Politik Transaksional & Korupsi yang Menghebat

SHARE

Ilustrasi (Cara Pandang/KAM Darwis)


CARAPANDANG.COM - Liberalisasi politik dan ekonomi menyebabkan berkembangnya politik transaksional. Politik transaksional menyebabkan korupsi yang kini menjadi wabah endemik di negeri ini. Korupsi yang merajalela jika dilihat dari sisi politik maka dikarenakan diberlakukannya demokrasi liberal. Sedangkan jika dilihat dari sisi ekonomi maka dapat dilihat sebagai upaya untuk menegakkan kedaulatan pasar. Liberalisasi politik-ekonomi menyebabkan pasarlah yang berdaulat. Negara yang semestinya menjadi entitas yang mengatur menjadi arena permainan dari pasar. Dalam skala lampau kita dapat melihat dari krisis ekonomi yang menimpa Indonesia di tahun 1997-1998, hal tersebut tak dapat dilepaskan dari ulah para spekulan, konglomerat yang mengakali peraturan di Indonesia untuk kepentingannya.

            Ketika pasar berdaulat, maka sifatnya adalah transaksional, jual beli. Akibatnya semua ini dikomersilkan, dibisniskan, diperjualbelikan, diperdagangkan, diekonomikan, dipasarkan, ditransaksikan. Untuk segala jabatan segalanya ditransaksikan. Untuk menempati posisi di eksekutif, ataupun legislatif harus membeli tiket ke partai politik. Hal tersebut tak terlepas dari oligarki partai politik. Dimana kekuasaan partai politik terlampau besar dalam menentukan segala macam perkara di negeri ini. Akibatnya mereka yang tidak berpartai politik bagaikan warga negara kelas 2. Partai politik yang kini bagaikan entitas bisnis, PT, pun menjual harga tiket dengan harga tinggi. Maka mereka yang ingin menduduki posisi eksekutif, legislatif harus membayar harga tiket ke partai politik. Lalu politik transaksional tidak berhenti sampai situ. Suara rakyat yang akan menjadi determinan dalam pemilihan langsung, juga menjadi ladang pasar politik.
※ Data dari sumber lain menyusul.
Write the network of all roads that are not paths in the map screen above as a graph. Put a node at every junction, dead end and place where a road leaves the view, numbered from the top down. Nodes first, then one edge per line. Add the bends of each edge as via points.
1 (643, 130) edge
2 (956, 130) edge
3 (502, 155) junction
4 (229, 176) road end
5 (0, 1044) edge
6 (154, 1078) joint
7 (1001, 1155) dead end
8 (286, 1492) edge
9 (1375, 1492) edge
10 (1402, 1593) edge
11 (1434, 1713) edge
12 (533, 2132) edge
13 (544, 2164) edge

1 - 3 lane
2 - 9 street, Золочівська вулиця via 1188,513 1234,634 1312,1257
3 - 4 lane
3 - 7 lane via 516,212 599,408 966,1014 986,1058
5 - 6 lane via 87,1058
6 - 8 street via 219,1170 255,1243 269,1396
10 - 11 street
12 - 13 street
Jual beli suara pun terjadi. Sesuatu yang tidak lazim dan semestinya tidak dikomersialkan. Nilai-nilai idealisme pun hancur oleh uang karena ini konsekuensi pasar yang berlebih-lebihan.

            Liberalisasi politik-ekonomi menyebabkan terjadinya penuhanan terhadap pasar. Ya di sisi politik. Ya di sisi ekonomi. Di sisi ekonomi kita dapat melihatnya dengan ambang batas psikologis. Pada sisi politik, penuhanan terhadap pasar yakni dengan budaya amplop, serangan fajar. Ketika segala sisi politik dikomersialkan maka menjadikan ongkos politik menjadi amat mahal. Karena sesuatu yang tadinya gratis, sekarang diperdagangkan dan menjadi mahal.

Politik biaya tinggi ini menyebabkan korupsi kini menjadi bahasa yang merata baik itu di eksekutif, legislatif. Dikarenakan mereka harus membayar balik segala ongkos politik yang dikeluarkan selama kampanye. Ragam akal-akalan pun diterapkan untuk mengembalikan segala ongkos politik. Mulai dari korupsi, mengakali politik anggaran negara. Maka jika mau jujur APBN di era reformasi ini praktis hanya minim sekali dana untuk pembangunan. APBN yang ada lebih banyak digunakan untuk biaya rutin saja seperti belanja pegawai, kunjungan dinas. Anggaran negara juga dibocori dengan upaya untuk menalangi biaya politik yang tinggi. BLT dan kini BLSM merupakan produk dari politik anggaran yang dalam hemat saya merupakan upaya penyuapan terhadap rakyat.